**Data records**:
********

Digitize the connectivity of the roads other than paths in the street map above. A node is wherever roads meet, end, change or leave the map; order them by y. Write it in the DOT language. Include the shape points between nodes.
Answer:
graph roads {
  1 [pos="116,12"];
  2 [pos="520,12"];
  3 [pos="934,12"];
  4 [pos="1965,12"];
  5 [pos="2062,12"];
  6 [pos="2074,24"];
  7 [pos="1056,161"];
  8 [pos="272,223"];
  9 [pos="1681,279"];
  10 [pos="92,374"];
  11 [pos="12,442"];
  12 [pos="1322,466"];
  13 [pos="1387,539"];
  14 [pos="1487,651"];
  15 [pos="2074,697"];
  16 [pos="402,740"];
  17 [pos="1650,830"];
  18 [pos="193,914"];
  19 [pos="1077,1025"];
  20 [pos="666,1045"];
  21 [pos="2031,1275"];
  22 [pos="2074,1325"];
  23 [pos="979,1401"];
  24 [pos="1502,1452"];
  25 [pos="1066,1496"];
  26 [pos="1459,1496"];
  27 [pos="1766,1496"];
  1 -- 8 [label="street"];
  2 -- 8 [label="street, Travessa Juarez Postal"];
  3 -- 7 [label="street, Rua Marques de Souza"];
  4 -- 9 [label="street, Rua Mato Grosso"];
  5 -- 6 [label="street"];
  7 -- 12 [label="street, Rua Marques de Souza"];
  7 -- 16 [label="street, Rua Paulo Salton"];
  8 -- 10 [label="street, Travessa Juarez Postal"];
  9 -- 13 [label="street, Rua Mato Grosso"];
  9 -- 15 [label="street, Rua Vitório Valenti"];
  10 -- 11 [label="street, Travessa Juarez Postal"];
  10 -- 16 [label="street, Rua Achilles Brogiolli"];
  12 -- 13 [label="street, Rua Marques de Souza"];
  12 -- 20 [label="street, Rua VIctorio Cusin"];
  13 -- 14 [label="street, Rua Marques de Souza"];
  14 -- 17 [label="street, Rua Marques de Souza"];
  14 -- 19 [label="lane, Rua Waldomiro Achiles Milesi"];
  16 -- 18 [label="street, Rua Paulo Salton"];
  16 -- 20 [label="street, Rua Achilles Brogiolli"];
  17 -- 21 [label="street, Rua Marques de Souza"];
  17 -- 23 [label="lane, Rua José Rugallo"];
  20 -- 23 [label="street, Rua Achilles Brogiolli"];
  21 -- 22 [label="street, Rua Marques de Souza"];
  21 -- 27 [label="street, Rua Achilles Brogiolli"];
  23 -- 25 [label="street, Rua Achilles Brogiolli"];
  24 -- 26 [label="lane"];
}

********

An exact copy of the data, with every line intact, is the required answer.

Digitize the connectivity of the roads other than paths in the street map above. A node is wherever roads meet, end, change or leave the map; order them by y. Write it in the DOT language. Include the shape points between nodes.
Answer:
graph roads {
  1 [pos="116,12"];
  2 [pos="520,12"];
  3 [pos="934,12"];
  4 [pos="1965,12"];
  5 [pos="2062,12"];
  6 [pos="2074,24"];
  7 [pos="1056,161"];
  8 [pos="272,223"];
  9 [pos="1681,279"];
  10 [pos="92,374"];
  11 [pos="12,442"];
  12 [pos="1322,466"];
  13 [pos="1387,539"];
  14 [pos="1487,651"];
  15 [pos="2074,697"];
  16 [pos="402,740"];
  17 [pos="1650,830"];
  18 [pos="193,914"];
  19 [pos="1077,1025"];
  20 [pos="666,1045"];
  21 [pos="2031,1275"];
  22 [pos="2074,1325"];
  23 [pos="979,1401"];
  24 [pos="1502,1452"];
  25 [pos="1066,1496"];
  26 [pos="1459,1496"];
  27 [pos="1766,1496"];
  1 -- 8 [label="street"];
  2 -- 8 [label="street, Travessa Juarez Postal"];
  3 -- 7 [label="street, Rua Marques de Souza"];
  4 -- 9 [label="street, Rua Mato Grosso"];
  5 -- 6 [label="street"];
  7 -- 12 [label="street, Rua Marques de Souza"];
  7 -- 16 [label="street, Rua Paulo Salton"];
  8 -- 10 [label="street, Travessa Juarez Postal"];
  9 -- 13 [label="street, Rua Mato Grosso"];
  9 -- 15 [label="street, Rua Vitório Valenti"];
  10 -- 11 [label="street, Travessa Juarez Postal"];
  10 -- 16 [label="street, Rua Achilles Brogiolli"];
  12 -- 13 [label="street, Rua Marques de Souza"];
  12 -- 20 [label="street, Rua VIctorio Cusin"];
  13 -- 14 [label="street, Rua Marques de Souza"];
  14 -- 17 [label="street, Rua Marques de Souza"];
  14 -- 19 [label="lane, Rua Waldomiro Achiles Milesi"];
  16 -- 18 [label="street, Rua Paulo Salton"];
  16 -- 20 [label="street, Rua Achilles Brogiolli"];
  17 -- 21 [label="street, Rua Marques de Souza"];
  17 -- 23 [label="lane, Rua José Rugallo"];
  20 -- 23 [label="street, Rua Achilles Brogiolli"];
  21 -- 22 [label="street, Rua Marques de Souza"];
  21 -- 27 [label="street, Rua Achilles Brogiolli"];
  23 -- 25 [label="street, Rua Achilles Brogiolli"];
  24 -- 26 [label="lane"];
}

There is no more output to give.